User:Alice/Code Exercises

From XPUB & Lens-Based wiki
< User:Alice
Revision as of 12:12, 28 January 2018 by Alice (talk | contribs)

Oulipo exercise

Improved the N + 7 code we wrote in Prototyping, by debugging and adding some tests. Work in progress.

Improvements

Bug example: the for loop was skipping capitalized words, because it could not find them in the input file with nouns.
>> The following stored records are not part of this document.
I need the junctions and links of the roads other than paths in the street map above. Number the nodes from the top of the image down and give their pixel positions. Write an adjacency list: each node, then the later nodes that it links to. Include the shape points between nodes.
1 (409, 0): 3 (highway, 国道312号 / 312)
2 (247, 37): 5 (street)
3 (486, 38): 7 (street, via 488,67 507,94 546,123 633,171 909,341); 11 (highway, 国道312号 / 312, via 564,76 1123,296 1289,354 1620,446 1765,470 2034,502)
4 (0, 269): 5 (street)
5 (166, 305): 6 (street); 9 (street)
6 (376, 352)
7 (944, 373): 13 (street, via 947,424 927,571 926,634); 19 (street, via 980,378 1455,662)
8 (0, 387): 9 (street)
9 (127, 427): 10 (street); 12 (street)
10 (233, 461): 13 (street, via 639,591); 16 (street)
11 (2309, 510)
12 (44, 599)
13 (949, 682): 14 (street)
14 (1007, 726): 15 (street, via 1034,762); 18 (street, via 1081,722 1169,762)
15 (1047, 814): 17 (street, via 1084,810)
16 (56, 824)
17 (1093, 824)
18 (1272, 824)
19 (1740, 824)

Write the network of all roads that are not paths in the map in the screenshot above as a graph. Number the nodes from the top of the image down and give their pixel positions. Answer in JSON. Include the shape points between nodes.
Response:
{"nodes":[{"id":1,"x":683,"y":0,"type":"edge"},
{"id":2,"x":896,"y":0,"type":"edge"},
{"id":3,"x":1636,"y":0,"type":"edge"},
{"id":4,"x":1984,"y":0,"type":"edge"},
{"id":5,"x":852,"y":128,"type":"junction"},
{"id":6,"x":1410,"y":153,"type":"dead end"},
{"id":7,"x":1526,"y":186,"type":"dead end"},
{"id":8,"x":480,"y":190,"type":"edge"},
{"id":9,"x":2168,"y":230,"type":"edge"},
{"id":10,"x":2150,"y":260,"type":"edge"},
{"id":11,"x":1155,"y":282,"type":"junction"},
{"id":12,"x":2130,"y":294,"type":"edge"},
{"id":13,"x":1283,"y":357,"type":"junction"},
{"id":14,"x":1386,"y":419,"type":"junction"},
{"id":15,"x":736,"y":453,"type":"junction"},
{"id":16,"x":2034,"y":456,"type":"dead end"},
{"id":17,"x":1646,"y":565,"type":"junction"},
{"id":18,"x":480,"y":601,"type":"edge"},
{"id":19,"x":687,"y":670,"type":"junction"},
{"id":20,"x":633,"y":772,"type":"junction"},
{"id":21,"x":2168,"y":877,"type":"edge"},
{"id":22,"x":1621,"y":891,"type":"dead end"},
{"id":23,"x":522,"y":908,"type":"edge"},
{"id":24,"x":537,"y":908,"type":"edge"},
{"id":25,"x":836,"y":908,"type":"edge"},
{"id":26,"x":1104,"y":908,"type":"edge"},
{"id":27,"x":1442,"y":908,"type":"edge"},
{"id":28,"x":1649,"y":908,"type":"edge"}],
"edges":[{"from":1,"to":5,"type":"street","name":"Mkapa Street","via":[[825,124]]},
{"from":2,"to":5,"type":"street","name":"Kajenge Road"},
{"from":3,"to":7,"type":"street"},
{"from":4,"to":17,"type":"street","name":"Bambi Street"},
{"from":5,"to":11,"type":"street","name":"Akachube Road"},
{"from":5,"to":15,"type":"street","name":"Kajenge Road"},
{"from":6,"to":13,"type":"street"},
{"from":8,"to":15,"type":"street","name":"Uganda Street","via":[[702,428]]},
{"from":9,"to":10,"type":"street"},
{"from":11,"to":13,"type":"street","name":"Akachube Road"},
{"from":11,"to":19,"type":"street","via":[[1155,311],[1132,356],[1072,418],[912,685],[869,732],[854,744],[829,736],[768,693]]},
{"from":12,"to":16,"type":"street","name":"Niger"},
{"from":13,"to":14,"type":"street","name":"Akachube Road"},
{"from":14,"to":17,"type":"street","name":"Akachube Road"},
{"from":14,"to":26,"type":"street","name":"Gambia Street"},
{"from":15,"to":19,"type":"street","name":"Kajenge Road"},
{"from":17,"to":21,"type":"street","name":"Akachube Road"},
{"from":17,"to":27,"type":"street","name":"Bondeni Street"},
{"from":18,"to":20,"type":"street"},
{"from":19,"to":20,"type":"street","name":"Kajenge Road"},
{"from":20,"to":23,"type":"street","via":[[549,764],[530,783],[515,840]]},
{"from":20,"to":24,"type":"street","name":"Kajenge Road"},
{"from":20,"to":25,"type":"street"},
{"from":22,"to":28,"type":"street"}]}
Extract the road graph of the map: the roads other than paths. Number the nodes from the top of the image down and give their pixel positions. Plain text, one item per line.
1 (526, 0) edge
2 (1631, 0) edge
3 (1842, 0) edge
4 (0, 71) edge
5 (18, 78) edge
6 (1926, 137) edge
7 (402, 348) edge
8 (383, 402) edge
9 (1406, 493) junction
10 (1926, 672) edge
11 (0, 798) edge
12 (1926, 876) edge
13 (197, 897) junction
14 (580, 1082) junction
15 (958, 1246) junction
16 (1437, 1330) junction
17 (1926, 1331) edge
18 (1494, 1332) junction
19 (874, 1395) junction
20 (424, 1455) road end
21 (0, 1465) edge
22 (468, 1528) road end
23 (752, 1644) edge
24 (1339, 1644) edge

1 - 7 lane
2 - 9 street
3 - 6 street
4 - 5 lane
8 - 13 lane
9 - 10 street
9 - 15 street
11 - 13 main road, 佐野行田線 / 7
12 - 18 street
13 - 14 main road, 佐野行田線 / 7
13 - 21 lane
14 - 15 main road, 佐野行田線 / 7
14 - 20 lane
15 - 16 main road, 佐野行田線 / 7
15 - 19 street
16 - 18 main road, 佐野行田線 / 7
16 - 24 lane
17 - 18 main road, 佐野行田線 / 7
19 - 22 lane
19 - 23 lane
To fix, I added the lower method for strings to turn all text to lowercase.


 for word in separated:
        word = word.lower() + '\n'


To test it, I added a test.


def test_seven():
    assert seven('Baboons') == 'babushkas'


Full script (in progress)


def seven(sentence):
    fpath = open('91K nouns.txt')
    nouns = fpath.readlines()
    separated = sentence.split()    
    #print(separated)
    new_separated = []
    for word in separated:
        word = word.lower() + '\n'
        if word in nouns:
            position = nouns.index(word)
            new_word = nouns[position + 7]
            #print(" replacing", new_position)
            new_separated.append(new_word.strip())
        else:
            #print("notinlist")
            #print("adding to new_separated ", word)
            new_separated.append(word.strip())
    #print(new_separated)
    return ' '.join(new_separated)

#sentence = input('What is your sentence? ')
#seven(sentence)

# pytest requires that you name your tests with test_<your-name>
# run with the 'pytest' command in your terminal
def test_seven():
    assert seven('Baboons') == 'babushkas'
    assert seven('Baboons,') == 'babushkas'

Tesseract exercise

Initial test to train tesseract to recognise an image as a character/word

First, using imagemagick, convert the jpg file into a tiff file, for better OCR results

convert -density 300 flower3.jpg -depth 8 -strip -background white -alpha off flower3.tiff

Using tesseract page segmentation -8 and -10, I tested it to see what kind of text output I would get when it considers the image as single character or as a word.

tesseract flower.tiff  -psm 8 output
tesseract flower.tiff  -psm 10 output2

results were

a

<23

I created a boxfile for the best result (with psm -10)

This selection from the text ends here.